Book Review: Stardust by Neil Gaiman - Page 3

Stardust is chock-a-block full with such matters of importance. Never would I have known that when in faerie one should never say where one has come from or where one is going, but you should also on no account lie. Rather say you've come from behind and are going ahead and that will do nicely. You see, that's where everyone has been and are headed themselves, so they will understand.

Now I've gotten slightly ahead of myself, or I'm leaving you behind, which is equally unfair, so I need to start over again at the beginning of the story. It's about a father and son, from the family of Thorn, who live in the small village of Wall during the time of Queen Victoria.

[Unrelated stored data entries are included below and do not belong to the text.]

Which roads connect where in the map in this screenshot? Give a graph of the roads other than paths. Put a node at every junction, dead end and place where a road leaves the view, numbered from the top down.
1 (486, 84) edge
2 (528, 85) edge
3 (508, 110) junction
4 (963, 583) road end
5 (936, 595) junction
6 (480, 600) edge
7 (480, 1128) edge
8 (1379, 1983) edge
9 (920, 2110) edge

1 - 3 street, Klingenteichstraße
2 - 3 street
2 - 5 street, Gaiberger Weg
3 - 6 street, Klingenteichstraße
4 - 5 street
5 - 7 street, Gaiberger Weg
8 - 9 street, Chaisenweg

Now Wall is so named for the wall that runs between it and, well... you know... unbroken save for one gate. The people of Wall guard that gate to prevent anyone - well nearly anyone - from crossing through from Wall to beyond the wall. Nobody ever seems to want to come from beyond the wall into Wall, so that isn't a concern.

But every nine years, people from all over the world come to boring little Wall so they can cross through the wall into the field where the Market is to be run — the Market being when the people who live in faerie (you did know that's what I meant by living beyond the wall didn't you? I thought such an intelligent reader like yourself would figure that one out) come to trade with people who live in the world of men.

Now Mr. Thorn senior went to the market beyond the wall to see if he could find a gift for his girlfriend, but he found more than he bargained for. He met and became besotted with the most beautiful woman he'd ever seen (who cared that there was something feline about her furry pointed ears?) and readily agreed to meet her that evening. The result of that tryst was pushed through the gate in the wall to Wall just over nine months later, about seven months after Mr. Thorn had married his human girlfriend.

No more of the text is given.